* PROBLEM *
Lines in the following data that contain the string "الحكمة" are to be counted. Report only their number.

┌─ RECORD EXTRACTS

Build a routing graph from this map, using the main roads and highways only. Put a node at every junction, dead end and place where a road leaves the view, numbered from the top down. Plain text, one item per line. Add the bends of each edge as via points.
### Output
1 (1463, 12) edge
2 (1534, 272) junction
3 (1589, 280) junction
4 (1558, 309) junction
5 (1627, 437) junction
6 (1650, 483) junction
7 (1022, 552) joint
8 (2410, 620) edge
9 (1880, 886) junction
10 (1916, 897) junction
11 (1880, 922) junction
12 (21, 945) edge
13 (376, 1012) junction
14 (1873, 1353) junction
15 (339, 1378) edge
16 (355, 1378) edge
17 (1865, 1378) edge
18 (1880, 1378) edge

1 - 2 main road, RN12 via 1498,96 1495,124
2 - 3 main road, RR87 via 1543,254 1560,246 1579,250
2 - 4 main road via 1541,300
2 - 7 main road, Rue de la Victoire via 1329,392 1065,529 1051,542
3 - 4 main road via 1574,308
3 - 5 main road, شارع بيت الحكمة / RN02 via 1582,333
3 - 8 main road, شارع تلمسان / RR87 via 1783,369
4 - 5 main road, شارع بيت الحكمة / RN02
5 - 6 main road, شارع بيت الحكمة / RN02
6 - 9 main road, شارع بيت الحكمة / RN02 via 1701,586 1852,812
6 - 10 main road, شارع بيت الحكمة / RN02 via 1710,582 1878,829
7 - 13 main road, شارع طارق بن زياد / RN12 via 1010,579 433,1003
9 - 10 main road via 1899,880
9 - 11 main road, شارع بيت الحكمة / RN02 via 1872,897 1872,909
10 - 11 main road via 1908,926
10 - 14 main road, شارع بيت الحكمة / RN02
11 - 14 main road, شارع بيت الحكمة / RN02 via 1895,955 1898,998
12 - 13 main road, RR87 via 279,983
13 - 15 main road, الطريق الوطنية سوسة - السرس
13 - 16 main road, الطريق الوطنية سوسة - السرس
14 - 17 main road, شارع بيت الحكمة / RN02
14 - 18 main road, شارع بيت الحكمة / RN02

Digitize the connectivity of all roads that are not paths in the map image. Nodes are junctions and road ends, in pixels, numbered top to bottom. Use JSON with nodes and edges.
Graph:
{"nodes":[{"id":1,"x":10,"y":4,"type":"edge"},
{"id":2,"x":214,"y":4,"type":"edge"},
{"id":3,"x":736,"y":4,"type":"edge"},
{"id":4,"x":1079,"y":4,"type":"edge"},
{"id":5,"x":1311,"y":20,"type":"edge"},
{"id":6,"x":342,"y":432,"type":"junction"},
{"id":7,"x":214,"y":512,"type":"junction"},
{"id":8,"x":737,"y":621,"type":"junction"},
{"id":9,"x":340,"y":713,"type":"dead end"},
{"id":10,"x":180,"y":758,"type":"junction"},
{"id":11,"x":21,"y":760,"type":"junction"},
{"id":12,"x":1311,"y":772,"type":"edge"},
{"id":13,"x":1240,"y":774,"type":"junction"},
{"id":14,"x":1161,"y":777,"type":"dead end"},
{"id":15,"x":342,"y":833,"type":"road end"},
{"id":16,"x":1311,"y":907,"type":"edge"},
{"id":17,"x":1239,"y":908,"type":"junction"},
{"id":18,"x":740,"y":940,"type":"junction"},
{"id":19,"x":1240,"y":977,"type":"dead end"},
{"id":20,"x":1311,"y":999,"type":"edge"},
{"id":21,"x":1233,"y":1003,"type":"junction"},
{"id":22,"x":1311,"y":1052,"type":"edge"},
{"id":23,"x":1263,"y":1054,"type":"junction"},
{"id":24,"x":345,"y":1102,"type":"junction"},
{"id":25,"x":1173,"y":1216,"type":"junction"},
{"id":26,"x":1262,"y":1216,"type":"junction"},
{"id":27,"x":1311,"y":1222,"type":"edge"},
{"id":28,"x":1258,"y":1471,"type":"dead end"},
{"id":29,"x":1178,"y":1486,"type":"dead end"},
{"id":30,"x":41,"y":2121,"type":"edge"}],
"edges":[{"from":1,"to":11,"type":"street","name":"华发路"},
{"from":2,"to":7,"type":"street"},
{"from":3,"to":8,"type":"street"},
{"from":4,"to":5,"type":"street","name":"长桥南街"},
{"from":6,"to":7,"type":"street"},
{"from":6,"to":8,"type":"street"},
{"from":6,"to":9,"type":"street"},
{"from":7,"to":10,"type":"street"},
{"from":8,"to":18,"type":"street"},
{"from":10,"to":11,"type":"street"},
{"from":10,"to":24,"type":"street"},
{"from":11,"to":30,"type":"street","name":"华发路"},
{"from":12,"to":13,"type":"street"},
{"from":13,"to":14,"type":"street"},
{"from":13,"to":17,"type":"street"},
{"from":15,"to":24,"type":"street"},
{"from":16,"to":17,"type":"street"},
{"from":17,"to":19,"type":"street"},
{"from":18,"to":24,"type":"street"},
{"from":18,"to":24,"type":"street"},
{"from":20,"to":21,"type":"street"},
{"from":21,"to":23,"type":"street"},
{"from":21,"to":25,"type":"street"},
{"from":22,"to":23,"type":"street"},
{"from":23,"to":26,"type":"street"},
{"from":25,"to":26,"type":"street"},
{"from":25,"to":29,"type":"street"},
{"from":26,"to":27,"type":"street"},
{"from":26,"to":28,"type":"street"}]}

└─

* OUTPUT FOR THIS EXERCISE *
10